La chute des prix du pétrole, une aubaine dangereuse pour Washington
A l'échelle du pays entier, les Etats-Unis, bien que le pétrole de schiste les ait remis au rang des plus grands producteurs de la planète, restent importateurs nets de pétrole et leur balance commerciale bénéficie donc de l'énergie bon marché.
Et à l'échelle du consommateur, il ne fait aucun doute que les prix bas du pétrole sont bons pour les Etats-Unis - douloureux pour certains (ndlr: les entreprises et Etats les plus liés au secteur), mais bons pour l'économie américaine et les consommateurs américains qui font des économies en essence et en chauffage, résume Bruce Everett, ancien cadre d'ExxonMobil et enseignant aux universités américaines Tufts et Georgetown.

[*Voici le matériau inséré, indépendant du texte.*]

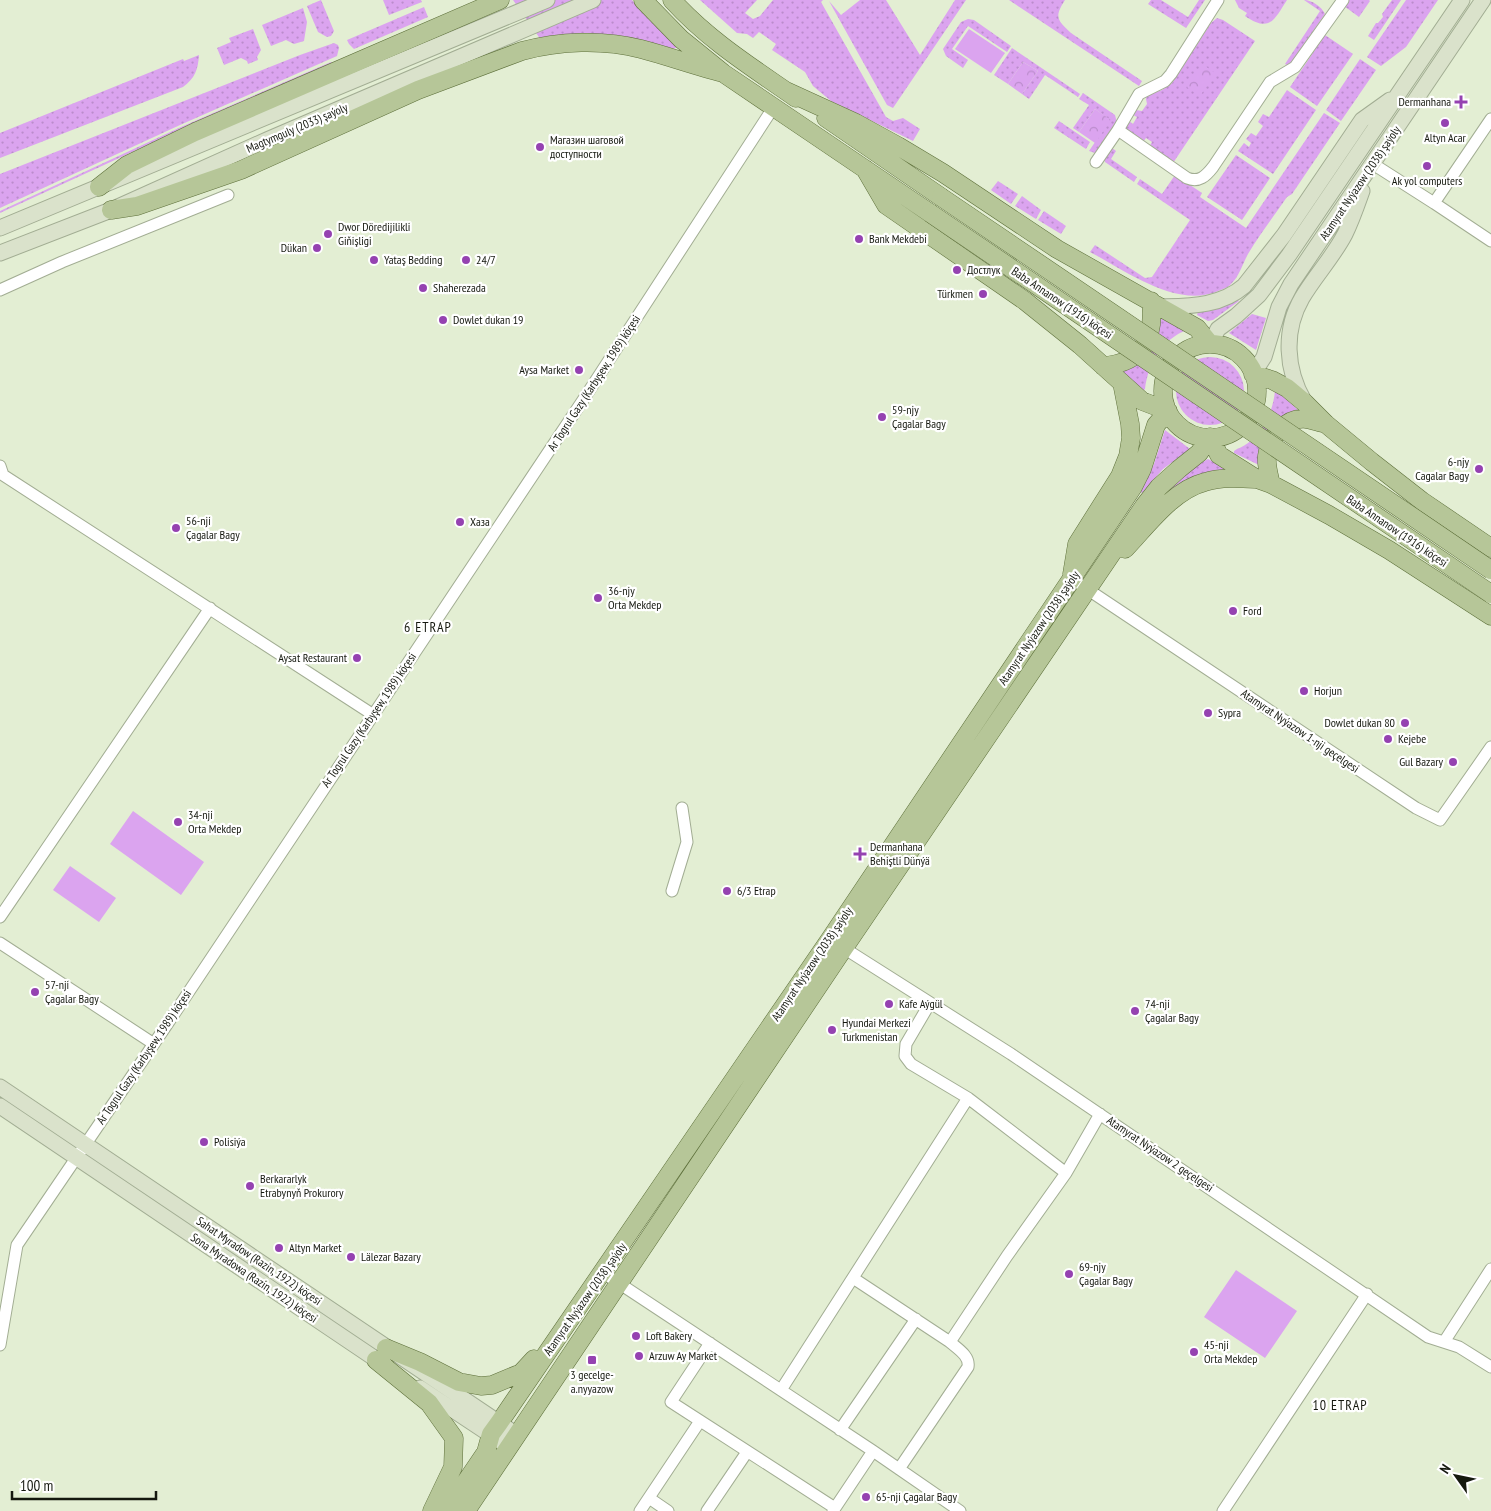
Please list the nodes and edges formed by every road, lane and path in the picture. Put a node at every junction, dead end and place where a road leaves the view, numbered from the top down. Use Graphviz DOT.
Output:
graph roads {
  1 [pos="500,0"];
  2 [pos="547,0"];
  3 [pos="593,0"];
  4 [pos="643,0"];
  5 [pos="672,0"];
  6 [pos="1218,0"];
  7 [pos="1343,0"];
  8 [pos="1462,0"];
  9 [pos="1483,0"];
  10 [pos="723,74"];
  11 [pos="786,91"];
  12 [pos="1399,93"];
  13 [pos="773,108"];
  14 [pos="1491,120"];
  15 [pos="1118,130"];
  16 [pos="1096,162"];
  17 [pos="1373,164"];
  18 [pos="866,169"];
  19 [pos="99,187"];
  20 [pos="228,195"];
  21 [pos="1434,203"];
  22 [pos="111,210"];
  23 [pos="0,228"];
  24 [pos="1491,241"];
  25 [pos="0,253"];
  26 [pos="0,290"];
  27 [pos="1156,304"];
  28 [pos="1210,344"];
  29 [pos="1103,366"];
  30 [pos="1254,374"];
  31 [pos="1122,383"];
  32 [pos="1305,403"];
  33 [pos="1168,411"];
  34 [pos="1326,424"];
  35 [pos="1210,437"];
  36 [pos="0,466"];
  37 [pos="1264,481"];
  38 [pos="1491,548"];
  39 [pos="1491,570"];
  40 [pos="1072,579"];
  41 [pos="1087,589"];
  42 [pos="1491,594"];
  43 [pos="210,608"];
  44 [pos="1491,616"];
  45 [pos="372,714"];
  46 [pos="1491,747"];
  47 [pos="682,808"];
  48 [pos="672,891"];
  49 [pos="0,917"];
  50 [pos="0,943"];
  51 [pos="837,944"];
  52 [pos="930,1003"];
  53 [pos="154,1044"];
  54 [pos="0,1087"];
  55 [pos="968,1098"];
  56 [pos="0,1106"];
  57 [pos="1100,1114"];
  58 [pos="85,1145"];
  59 [pos="76,1158"];
  60 [pos="1066,1173"];
  61 [pos="1491,1269"];
  62 [pos="602,1272"];
  63 [pos="853,1278"];
  64 [pos="620,1283"];
  65 [pos="1367,1294"];
  66 [pos="916,1319"];
  67 [pos="950,1342"];
  68 [pos="1444,1342"];
  69 [pos="710,1343"];
  70 [pos="0,1345"];
  71 [pos="381,1354"];
  72 [pos="1491,1367"];
  73 [pos="781,1390"];
  74 [pos="700,1421"];
  75 [pos="495,1429"];
  76 [pos="840,1430"];
  77 [pos="513,1441"];
  78 [pos="873,1451"];
  79 [pos="747,1452"];
  80 [pos="899,1469"];
  81 [pos="649,1498"];
  82 [pos="834,1510"];
  83 [pos="432,1511"];
  84 [pos="446,1511"];
  85 [pos="466,1511"];
  86 [pos="640,1511"];
  87 [pos="668,1511"];
  88 [pos="707,1511"];
  89 [pos="960,1511"];
  90 [pos="1223,1511"];
  1 -- 19 [label="main road"];
  2 -- 19 [label="main road, Magtymguly (2033) şaýoly"];
  3 -- 22 [label="main road, Magtymguly (2033) şaýoly"];
  4 -- 10 [label="main road, Baba Annanow (1916) köçesi"];
  5 -- 11 [label="main road, Baba Annanow (1916) köçesi"];
  6 -- 15 [label="street"];
  7 -- 15 [label="street"];
  8 -- 12 [label="main road, Atamyrat Nyýazow (2038) şaýoly"];
  9 -- 17 [label="main road, Atamyrat Nyýazow (2038) şaýoly"];
  10 -- 13 [label="main road, Baba Annanow (1916) köçesi"];
  10 -- 22 [label="main road"];
  11 -- 27 [label="main road"];
  11 -- 39 [label="main road, Baba Annanow (1916) köçesi, bridge"];
  12 -- 27 [label="main road"];
  12 -- 28 [label="main road, Atamyrat Nyýazow (2038) şaýoly"];
  13 -- 18 [label="main road, Baba Annanow (1916) köçesi"];
  13 -- 45 [label="street, Ar Togrul Gazy (Karbyşew, 1989) köçesi"];
  14 -- 21 [label="street"];
  15 -- 16 [label="street"];
  17 -- 21 [label="street"];
  17 -- 30 [label="main road, Atamyrat Nyýazow (2038) şaýoly"];
  17 -- 32 [label="main road"];
  18 -- 29 [label="main road"];
  18 -- 42 [label="main road, Baba Annanow (1916) köçesi, bridge"];
  19 -- 23 [label="main road, Magtymguly (2033) şaýoly"];
  20 -- 26 [label="street"];
  21 -- 24 [label="street"];
  22 -- 25 [label="main road, Magtymguly (2033) şaýoly"];
  27 -- 28 [label="main road"];
  27 -- 29 [label="main road"];
  28 -- 30 [label="main road"];
  28 -- 33 [label="main road"];
  29 -- 31 [label="main road"];
  30 -- 32 [label="main road"];
  30 -- 35 [label="main road"];
  31 -- 33 [label="main road"];
  31 -- 40 [label="main road"];
  32 -- 34 [label="main road"];
  33 -- 35 [label="main road"];
  33 -- 40 [label="main road, Atamyrat Nyýazow (2038) şaýoly"];
  34 -- 37 [label="main road"];
  34 -- 38 [label="main road"];
  35 -- 37 [label="main road"];
  35 -- 41 [label="main road, Atamyrat Nyýazow (2038) şaýoly"];
  36 -- 43 [label="street"];
  37 -- 41 [label="main road"];
  37 -- 44 [label="main road"];
  40 -- 41 [label="street"];
  40 -- 51 [label="main road, Atamyrat Nyýazow (2038) şaýoly"];
  41 -- 46 [label="street, Atamyrat Nyýazow 1-nji geçelgesi"];
  41 -- 51 [label="main road, Atamyrat Nyýazow (2038) şaýoly"];
  43 -- 45 [label="street"];
  43 -- 49 [label="street"];
  45 -- 53 [label="street, Ar Togrul Gazy (Karbyşew, 1989) köçesi"];
  47 -- 48 [label="street"];
  50 -- 53 [label="street"];
  51 -- 52 [label="street, Atamyrat Nyýazow 2 geçelgesi"];
  51 -- 62 [label="main road, Atamyrat Nyýazow (2038) şaýoly"];
  51 -- 64 [label="main road, Atamyrat Nyýazow (2038) şaýoly"];
  52 -- 55 [label="street"];
  52 -- 57 [label="street, Atamyrat Nyýazow 2 geçelgesi"];
  53 -- 58 [label="street, Ar Togrul Gazy (Karbyşew, 1989) köçesi"];
  54 -- 58 [label="main road, Sahat Myradow (Razin, 1922) köçesi"];
  55 -- 60 [label="street"];
  55 -- 63 [label="street"];
  56 -- 59 [label="main road, Sona Myradowa (Razin, 1922) köçesi"];
  57 -- 60 [label="street"];
  57 -- 65 [label="street, Atamyrat Nyýazow 2 geçelgesi"];
  58 -- 59 [label="street, Ar Togrul Gazy (Karbyşew, 1989) köçesi"];
  58 -- 71 [label="main road, Sahat Myradow (Razin, 1922) köçesi"];
  59 -- 70 [label="street, Ar Togrul Gazy (Karbyşew, 1989) köçesi"];
  59 -- 71 [label="main road, Sona Myradowa (Razin, 1922) köçesi"];
  60 -- 67 [label="street"];
  61 -- 68 [label="street"];
  62 -- 64 [label="street"];
  62 -- 71 [label="main road"];
  62 -- 75 [label="main road, Atamyrat Nyýazow (2038) şaýoly"];
  63 -- 66 [label="street"];
  63 -- 73 [label="street"];
  64 -- 69 [label="street"];
  64 -- 77 [label="main road, Atamyrat Nyýazow (2038) şaýoly"];
  65 -- 68 [label="street, Atamyrat Nyýazow 2 geçelgesi"];
  65 -- 90 [label="street"];
  66 -- 67 [label="street"];
  66 -- 76 [label="street"];
  67 -- 80 [label="street"];
  68 -- 72 [label="street, Atamyrat Nyýazow 2 geçelgesi"];
  69 -- 73 [label="street"];
  69 -- 74 [label="street"];
  71 -- 75 [label="main road, Sona Myradowa (Razin, 1922) köçesi"];
  71 -- 83 [label="main road"];
  73 -- 76 [label="street"];
  74 -- 79 [label="street"];
  74 -- 81 [label="street"];
  75 -- 77 [label="main road, Sona Myradowa (Razin, 1922) köçesi"];
  75 -- 84 [label="main road, Atamyrat Nyýazow (2038) şaýoly"];
  76 -- 78 [label="street"];
  77 -- 85 [label="main road, Atamyrat Nyýazow (2038) şaýoly"];
  78 -- 80 [label="street"];
  78 -- 82 [label="street"];
  79 -- 82 [label="street"];
  79 -- 88 [label="street"];
  80 -- 89 [label="street"];
  81 -- 86 [label="street"];
  81 -- 87 [label="street"];
}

Dans la mesure où vous n'aimez pas beaucoup les (pays) producteurs de pétrole, c'est un avantage, note George Perry, de la Brookings Institution.
Washington entretient des relations plutôt fraîches avec plusieurs grands pays producteurs qui, faute d'économie réellement diversifiée, subissent de plein fouet la baisse de revenus apportés par le pétrole. Parmi eux, la Russie, le Venezuela, et surtout l'Iran, qui vient d'obtenir la levée des sanctions économiques occidentales en échange de son renoncement au programme nucléaire militaire qu'il était accusé de développer.
Pour ce qui est des rapports avec Moscou, la Russie est sous pression, avec la baisse du pétrole et son déclin économique général, et on peut faire valoir que cela l'a encouragée à être plus ferme sur la scène internationale, (...) en Ukraine ou en Syrie par exemple, pour détourner l'attention de sa population de ses difficultés économiques, estime Jan Kalicki, au Wilson Center.
Si le climat économique était moins négatif, est-ce que la Russie serait plus ou moins récalcitrante sur la scène internationale?, s'interroge-t-il toutefois.
- Convergence d'intérêts
On peut faire valoir que des recettes pétrolières moins élevées qu'attendu vont peser sur la capacité de l'Iran à importer du matériel militaire, à soutenir la Syrie ou à jouer un rôle militaire dans le Golfe, mais le problème c'est que cela va également nuire aux pays arabes qui sont alliés aux Etats-Unis, comme l'Arabie saoudite et les autres pétromonarchies du Golfe, a également souligné M. Cordesman à l'AFP.
Plus globalement, Jan Kalicki souligne que l'effondrement actuel des prix du pétrole finit par représenter un risque pour l'économie des Etats-Unis eux-mêmes et pour celle de certains de leurs plus proches alliés comme le Canada et le Mexique, également producteurs de pétrole.
Ce qu'on voit, c'est que les (pays) producteurs consomment plus et que les consommateurs produisent plus, si bien qu'il y a une convergence d'intérêts entre les différents pays actifs sur le marché du pétrole, ce qui n'était pas le cas par le passé, a-t-il noté. Cela rend selon lui le niveau actuel des cours problématique pour l'économie internationale et pour les pays qui ne posent pas de problème sur le plan international.